Senza dubbio il numero uno ieri, oggi e domani. Ma non come Buffon (a mio parere).


----------



## danyaj87 (21 Luglio 2014)

Il suo modo di fare il portiere ricorda quello dell'Olanda del calcio totale, solo che lui rende al massimo, la difesa può stare altissima, eventuali lanci Lu ghiaccio lo fanno agire come se fosse un libero aggiunto, fa il 5 di difesa, con una tempistica di uscita per nulla invidiabile a certi difensori, capite bene che la difesa alta permette il pressing non Vs gli attaccanti ma ai centrocampisti, coni centrocampisti che attaccano i difensori, poi la sua grande capacità di trattenere e mangiarsi i palloni è una cosa disarmante, per dire l'uscita in finale contro l'Argentina verso Palacio mi pare, quando on gli fa il sombrero con la mano e poi la recupera, beh li sono quasi venuto, perché ha fatto una cosa difficile con una tale nonchalance che boy non so che dire


----------



## Jino (21 Luglio 2014)

juventino ha scritto:


> Era dai tempi del Buffon pre-infortuni e del Dida del 2003-04 che non vedevo un portiere che spostasse così tanto gli equilibri. Da una sicurezza in porta straordinaria e interpreta il ruolo con un'esplosività ed una reattività mai viste.
> Sicuramente il più grande portiere tedesco di sempre, nonchè uno dei più forti in assoluto.

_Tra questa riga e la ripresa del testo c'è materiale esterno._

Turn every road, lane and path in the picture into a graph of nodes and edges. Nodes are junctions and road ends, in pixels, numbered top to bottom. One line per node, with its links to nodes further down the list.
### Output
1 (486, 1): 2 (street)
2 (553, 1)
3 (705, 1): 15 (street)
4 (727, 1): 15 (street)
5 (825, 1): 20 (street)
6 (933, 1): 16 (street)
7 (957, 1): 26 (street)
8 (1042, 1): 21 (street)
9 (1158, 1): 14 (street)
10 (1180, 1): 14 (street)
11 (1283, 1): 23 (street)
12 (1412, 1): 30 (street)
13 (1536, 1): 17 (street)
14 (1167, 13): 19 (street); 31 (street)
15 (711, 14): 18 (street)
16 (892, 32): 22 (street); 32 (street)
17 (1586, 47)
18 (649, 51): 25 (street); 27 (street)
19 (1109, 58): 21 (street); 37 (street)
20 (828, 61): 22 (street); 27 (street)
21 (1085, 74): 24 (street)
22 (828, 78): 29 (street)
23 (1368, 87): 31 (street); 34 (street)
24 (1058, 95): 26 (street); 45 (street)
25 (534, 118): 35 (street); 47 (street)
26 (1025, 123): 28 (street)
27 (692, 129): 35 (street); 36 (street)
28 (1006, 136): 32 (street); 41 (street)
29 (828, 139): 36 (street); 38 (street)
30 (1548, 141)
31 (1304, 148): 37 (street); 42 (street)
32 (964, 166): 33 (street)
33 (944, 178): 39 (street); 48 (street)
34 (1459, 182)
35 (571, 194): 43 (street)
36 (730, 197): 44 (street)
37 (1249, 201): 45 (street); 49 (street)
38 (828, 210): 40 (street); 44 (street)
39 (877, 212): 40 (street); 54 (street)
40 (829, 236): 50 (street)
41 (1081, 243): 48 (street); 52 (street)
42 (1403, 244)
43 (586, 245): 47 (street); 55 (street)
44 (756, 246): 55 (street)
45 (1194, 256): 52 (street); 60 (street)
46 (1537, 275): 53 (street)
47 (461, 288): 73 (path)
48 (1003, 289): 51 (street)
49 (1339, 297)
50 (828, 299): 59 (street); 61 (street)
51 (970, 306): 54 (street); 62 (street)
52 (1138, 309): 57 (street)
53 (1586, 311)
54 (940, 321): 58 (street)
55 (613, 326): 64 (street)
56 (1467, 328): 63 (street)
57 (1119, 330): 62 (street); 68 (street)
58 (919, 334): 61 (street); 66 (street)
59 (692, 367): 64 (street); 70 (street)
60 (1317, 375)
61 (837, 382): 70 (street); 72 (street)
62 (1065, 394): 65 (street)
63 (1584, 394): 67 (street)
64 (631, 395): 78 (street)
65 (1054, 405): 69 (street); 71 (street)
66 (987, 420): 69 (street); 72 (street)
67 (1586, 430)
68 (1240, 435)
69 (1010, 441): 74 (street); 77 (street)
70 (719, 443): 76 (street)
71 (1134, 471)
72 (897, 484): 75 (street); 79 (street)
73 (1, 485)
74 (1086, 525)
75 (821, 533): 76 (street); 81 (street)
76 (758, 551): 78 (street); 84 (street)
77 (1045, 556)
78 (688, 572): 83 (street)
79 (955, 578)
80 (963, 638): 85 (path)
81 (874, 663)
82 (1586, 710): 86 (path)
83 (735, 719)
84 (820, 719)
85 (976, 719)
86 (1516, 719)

Beh diciamo che Kahn non è stato di certo l'ultimo arrivato, però concordo che questo Neuer se darà questa continuità per tanti anni sarà superiore anche al grande Oliver.


----------



## Superdinho80 (21 Luglio 2014)

Jino ha scritto:


> Beh diciamo che Kahn non è stato di certo l'ultimo arrivato, però concordo che questo Neuer se darà questa continuità per tanti anni sarà superiore anche al grande Oliver.

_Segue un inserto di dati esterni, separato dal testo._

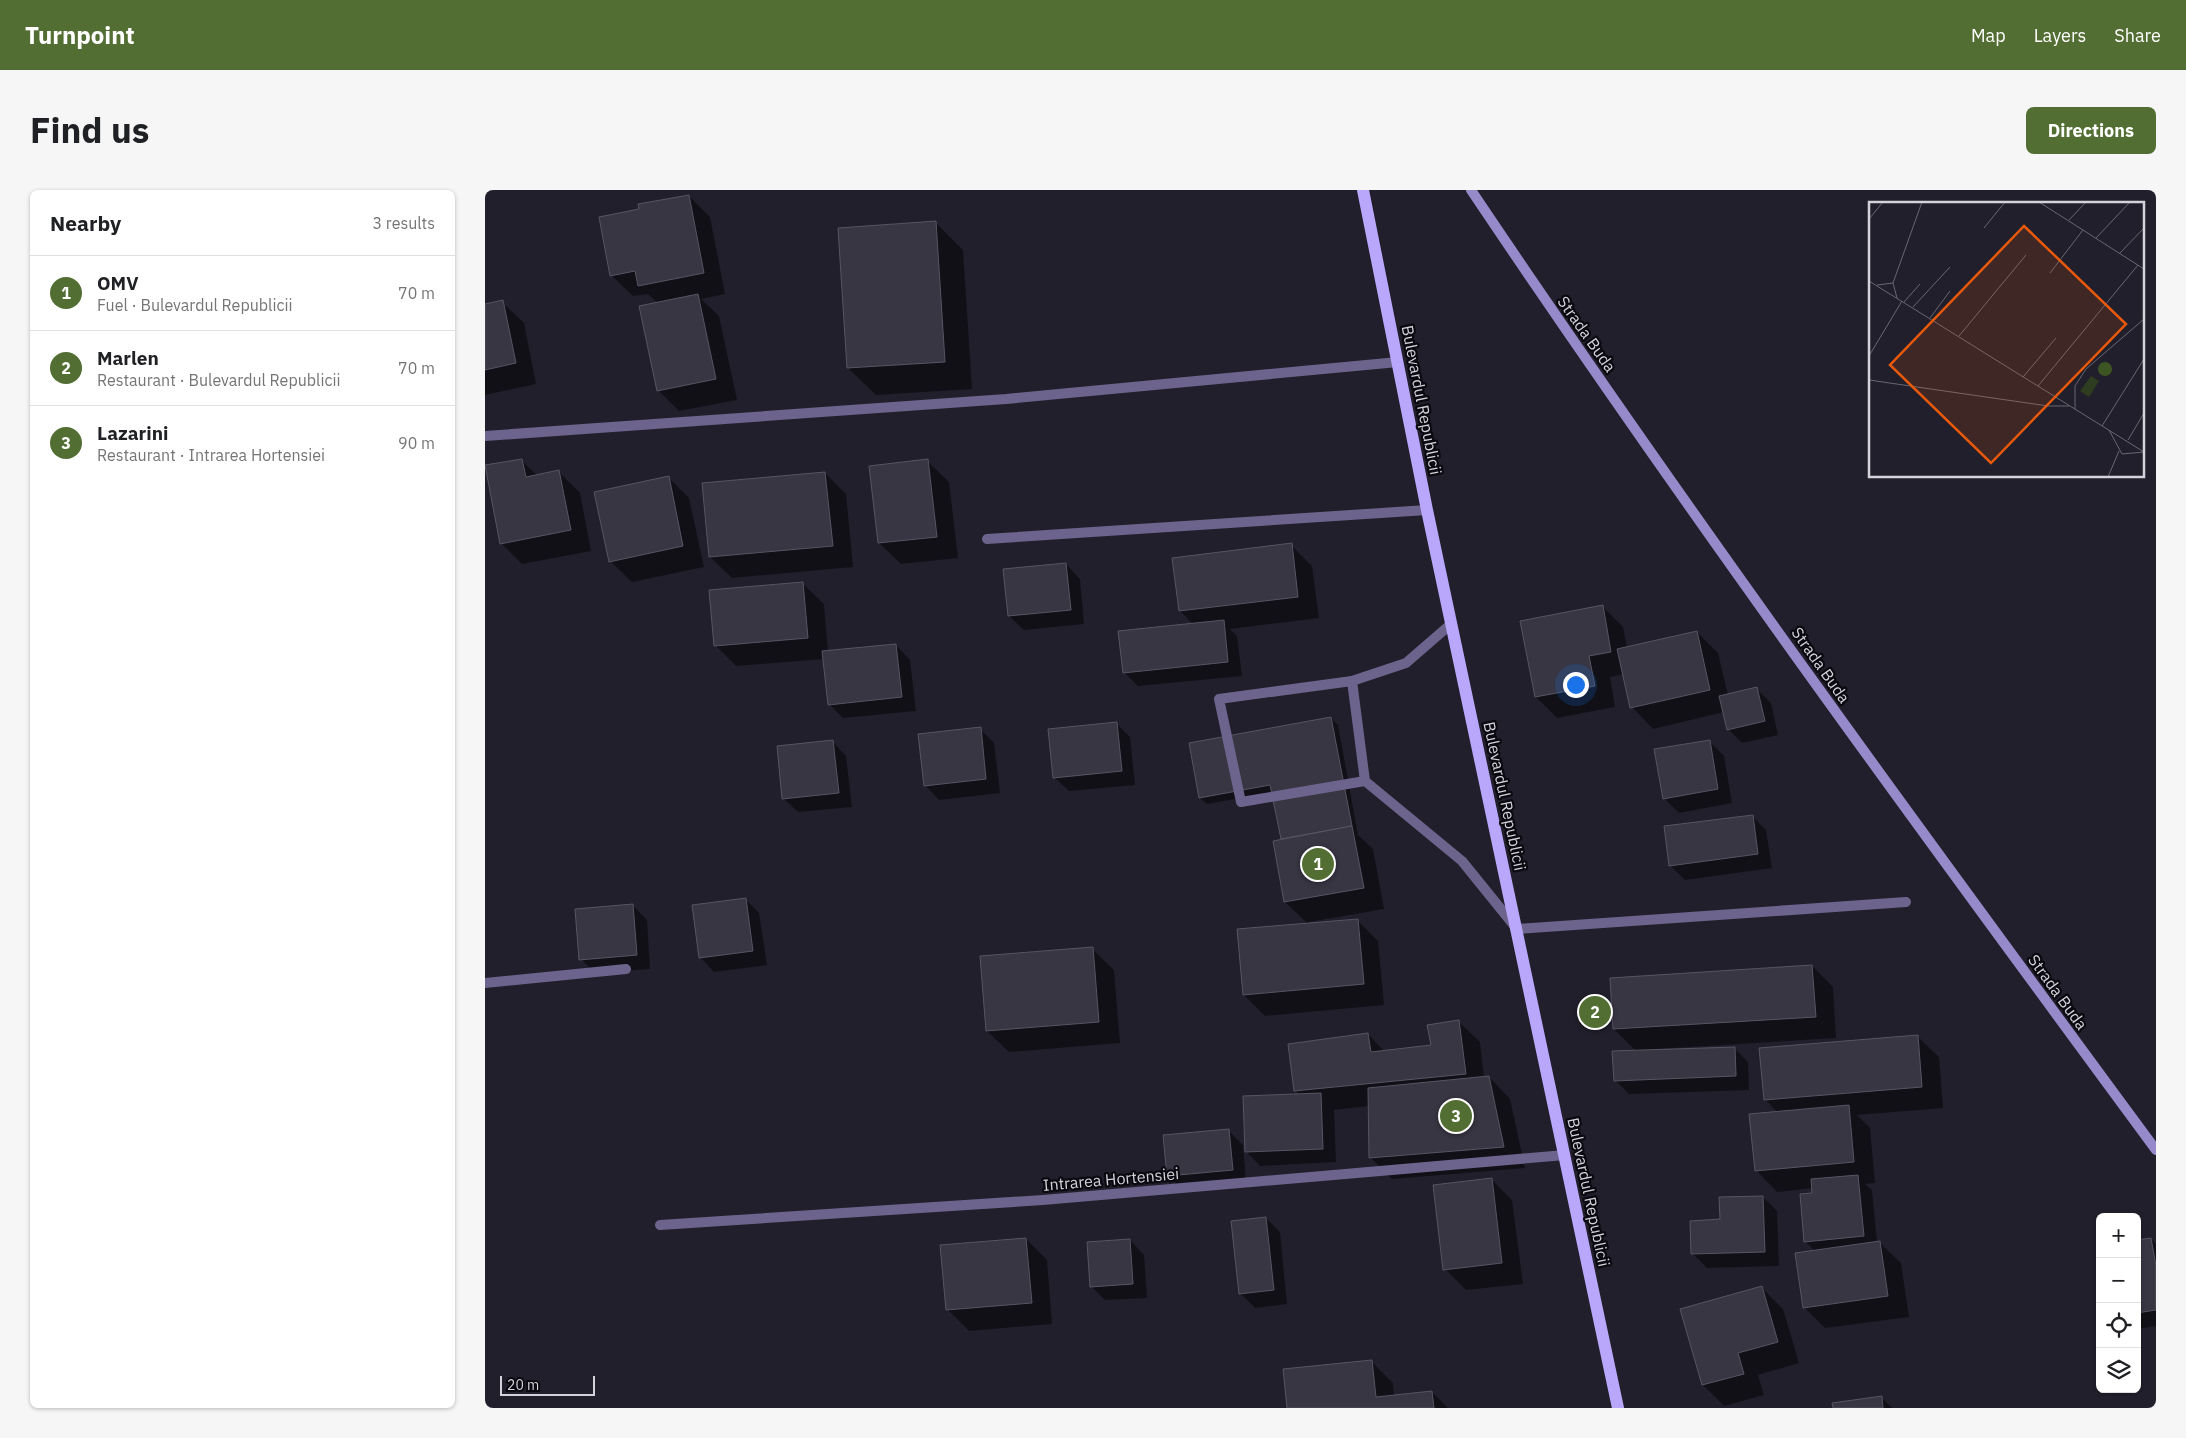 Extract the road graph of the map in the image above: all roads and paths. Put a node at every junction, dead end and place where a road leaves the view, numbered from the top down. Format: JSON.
{"nodes":[{"id":1,"x":1363,"y":190,"type":"edge"},
{"id":2,"x":1471,"y":190,"type":"edge"},
{"id":3,"x":1398,"y":362,"type":"junction"},
{"id":4,"x":485,"y":436,"type":"edge"},
{"id":5,"x":1427,"y":510,"type":"junction"},
{"id":6,"x":987,"y":539,"type":"dead end"},
{"id":7,"x":1451,"y":624,"type":"junction"},
{"id":8,"x":1352,"y":681,"type":"junction"},
{"id":9,"x":1365,"y":781,"type":"junction"},
{"id":10,"x":1906,"y":902,"type":"dead end"},
{"id":11,"x":1517,"y":929,"type":"junction"},
{"id":12,"x":626,"y":969,"type":"dead end"},
{"id":13,"x":485,"y":983,"type":"edge"},
{"id":14,"x":2156,"y":1150,"type":"edge"},
{"id":15,"x":1565,"y":1155,"type":"junction"},
{"id":16,"x":659,"y":1225,"type":"dead end"},
{"id":17,"x":1618,"y":1408,"type":"edge"}],
"edges":[{"from":1,"to":3,"type":"main road","name":"Bulevardul Republicii"},
{"from":2,"to":14,"type":"main road","name":"Strada Buda"},
{"from":3,"to":4,"type":"street"},
{"from":3,"to":5,"type":"main road","name":"Bulevardul Republicii"},
{"from":5,"to":6,"type":"street"},
{"from":5,"to":7,"type":"main road","name":"Bulevardul Republicii"},
{"from":7,"to":8,"type":"street"},
{"from":7,"to":11,"type":"main road","name":"Bulevardul Republicii"},
{"from":8,"to":9,"type":"street"},
{"from":8,"to":9,"type":"street"},
{"from":9,"to":11,"type":"street"},
{"from":10,"to":11,"type":"street"},
{"from":11,"to":15,"type":"main road","name":"Bulevardul Republicii"},
{"from":12,"to":13,"type":"street"},
{"from":15,"to":16,"type":"street","name":"Intrarea Hortensiei"},
{"from":15,"to":17,"type":"main road","name":"Bulevardul Republicii"}]}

l'unica pecca di neuer è che stilisticamente non mi fa impazzire, questo anche perchè è altissimo ma nonostante questo ha una reattività pazzesca ed è molto molto efficace..


----------



## Superdinho80 (21 Luglio 2014)

prebozzio ha scritto:


> Senza dubbio il numero uno ieri, oggi e domani. Ma non come Buffon (a mio parere).



quando tu pensi al portiere più forte pensi a buffon, stilisticamente è più bello a imho e forse anche più forte, neur però ha uno strapotere fisico che buffon si sogna, se la giocano..


----------



## mefisto94 (21 Luglio 2014)

Superdinho80 ha scritto:


> quando tu pensi al portiere più forte pensi a buffon, stilisticamente è più bello a imho e forse anche più forte, neur però ha uno strapotere fisico che buffon si sogna, se la giocano..

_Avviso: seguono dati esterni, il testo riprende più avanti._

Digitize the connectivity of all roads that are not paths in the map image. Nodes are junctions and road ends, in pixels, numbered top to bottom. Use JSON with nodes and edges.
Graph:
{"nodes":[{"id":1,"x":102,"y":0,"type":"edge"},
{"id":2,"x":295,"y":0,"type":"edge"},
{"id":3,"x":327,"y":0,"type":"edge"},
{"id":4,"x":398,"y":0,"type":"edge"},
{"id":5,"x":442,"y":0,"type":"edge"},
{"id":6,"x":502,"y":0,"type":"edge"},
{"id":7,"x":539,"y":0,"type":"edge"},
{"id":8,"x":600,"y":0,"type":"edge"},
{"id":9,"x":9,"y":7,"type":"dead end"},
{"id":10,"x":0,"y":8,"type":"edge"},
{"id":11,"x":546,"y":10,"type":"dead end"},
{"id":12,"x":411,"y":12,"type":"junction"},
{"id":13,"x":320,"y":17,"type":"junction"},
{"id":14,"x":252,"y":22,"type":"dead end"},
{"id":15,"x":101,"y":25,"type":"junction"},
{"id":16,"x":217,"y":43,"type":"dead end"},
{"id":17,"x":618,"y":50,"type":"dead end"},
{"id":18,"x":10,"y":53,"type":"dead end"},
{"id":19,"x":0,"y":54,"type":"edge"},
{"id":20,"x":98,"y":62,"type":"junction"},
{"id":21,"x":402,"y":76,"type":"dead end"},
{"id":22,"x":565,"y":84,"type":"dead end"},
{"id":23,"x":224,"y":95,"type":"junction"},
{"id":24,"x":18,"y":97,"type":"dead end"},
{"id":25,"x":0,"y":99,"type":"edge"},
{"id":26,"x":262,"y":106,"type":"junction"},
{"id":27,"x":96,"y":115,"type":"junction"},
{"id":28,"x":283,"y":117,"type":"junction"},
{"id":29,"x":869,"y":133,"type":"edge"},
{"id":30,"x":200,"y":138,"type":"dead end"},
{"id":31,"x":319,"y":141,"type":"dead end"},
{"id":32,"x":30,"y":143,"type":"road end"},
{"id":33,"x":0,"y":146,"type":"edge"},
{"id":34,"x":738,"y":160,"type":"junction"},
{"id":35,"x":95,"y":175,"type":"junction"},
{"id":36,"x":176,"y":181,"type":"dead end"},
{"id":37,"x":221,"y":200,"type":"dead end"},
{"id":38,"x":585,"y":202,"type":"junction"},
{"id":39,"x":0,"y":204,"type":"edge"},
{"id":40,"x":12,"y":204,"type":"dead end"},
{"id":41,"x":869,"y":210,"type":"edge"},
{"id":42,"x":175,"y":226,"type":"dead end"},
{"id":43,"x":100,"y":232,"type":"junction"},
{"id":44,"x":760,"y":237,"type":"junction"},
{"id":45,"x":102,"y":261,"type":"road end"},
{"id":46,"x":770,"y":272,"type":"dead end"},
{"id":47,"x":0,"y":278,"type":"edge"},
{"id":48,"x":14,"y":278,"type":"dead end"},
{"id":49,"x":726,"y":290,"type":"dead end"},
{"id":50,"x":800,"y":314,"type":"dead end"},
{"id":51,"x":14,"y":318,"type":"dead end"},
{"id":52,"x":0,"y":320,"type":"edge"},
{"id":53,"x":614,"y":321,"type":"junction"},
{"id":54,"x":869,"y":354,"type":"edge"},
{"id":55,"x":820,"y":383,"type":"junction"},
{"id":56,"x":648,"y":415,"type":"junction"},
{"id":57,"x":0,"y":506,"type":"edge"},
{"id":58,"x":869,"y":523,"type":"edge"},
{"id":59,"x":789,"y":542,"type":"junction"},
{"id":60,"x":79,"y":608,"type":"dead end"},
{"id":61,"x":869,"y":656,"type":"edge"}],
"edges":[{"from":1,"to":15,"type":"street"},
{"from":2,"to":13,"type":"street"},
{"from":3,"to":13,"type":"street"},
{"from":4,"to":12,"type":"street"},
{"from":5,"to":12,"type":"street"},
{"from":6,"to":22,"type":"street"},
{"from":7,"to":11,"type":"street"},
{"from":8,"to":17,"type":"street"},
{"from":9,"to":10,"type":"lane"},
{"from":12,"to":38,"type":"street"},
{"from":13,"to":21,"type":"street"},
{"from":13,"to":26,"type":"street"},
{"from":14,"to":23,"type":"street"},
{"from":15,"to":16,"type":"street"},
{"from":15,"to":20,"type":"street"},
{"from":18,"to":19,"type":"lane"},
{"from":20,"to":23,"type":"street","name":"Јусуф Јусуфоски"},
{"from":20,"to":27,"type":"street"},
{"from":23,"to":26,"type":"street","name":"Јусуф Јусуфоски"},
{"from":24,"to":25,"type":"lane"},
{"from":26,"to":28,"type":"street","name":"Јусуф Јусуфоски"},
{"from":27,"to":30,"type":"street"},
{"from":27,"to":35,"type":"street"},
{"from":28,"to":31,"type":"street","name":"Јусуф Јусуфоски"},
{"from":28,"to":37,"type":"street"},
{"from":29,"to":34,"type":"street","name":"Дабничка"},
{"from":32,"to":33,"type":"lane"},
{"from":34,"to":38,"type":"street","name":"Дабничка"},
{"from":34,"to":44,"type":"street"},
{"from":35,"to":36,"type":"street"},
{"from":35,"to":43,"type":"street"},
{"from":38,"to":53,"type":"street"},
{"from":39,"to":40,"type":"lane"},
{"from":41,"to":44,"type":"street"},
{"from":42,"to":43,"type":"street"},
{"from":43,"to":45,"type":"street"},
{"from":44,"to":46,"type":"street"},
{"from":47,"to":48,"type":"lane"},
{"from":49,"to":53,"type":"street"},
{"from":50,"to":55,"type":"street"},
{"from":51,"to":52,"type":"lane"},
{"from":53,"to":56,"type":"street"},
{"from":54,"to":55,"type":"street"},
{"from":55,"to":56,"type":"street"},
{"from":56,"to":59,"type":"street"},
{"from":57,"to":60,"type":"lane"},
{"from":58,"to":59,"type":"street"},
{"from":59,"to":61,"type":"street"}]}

Stlisticamente secondo me Buffon non è meglio, forse ha (aveva) più piazzamento ma Neuer è decisamente meglio in quanto a fisicità e reattività. Per me Neuer è superiore al Buffon del 2006.


----------



## Jino (21 Luglio 2014)

Per me mescolare Buffon con Neuer è un pò sacrilego... il tedesco ha 28 anni, vi rendete conto dai 18 ai 28 che razza di carriera aveva già fatto Gigi? Mah... Manuel è un gran portiere senza dubbio ma vedremo che continuità riuscirà a dare alle sue prestazioni, ricordo che fino a due anni fa manco si sapeva chi fosse!


----------



## mefisto94 (21 Luglio 2014)

Jino ha scritto:


> Per me mescolare Buffon con Neuer è un pò sacrilego... il tedesco ha 28 anni, vi rendete conto dai 18 ai 28 che razza di carriera aveva già fatto Gigi? Mah... Manuel è un gran portiere senza dubbio ma vedremo che continuità riuscirà a dare alle sue prestazioni, ricordo che fino a due anni fa manco si sapeva chi fosse!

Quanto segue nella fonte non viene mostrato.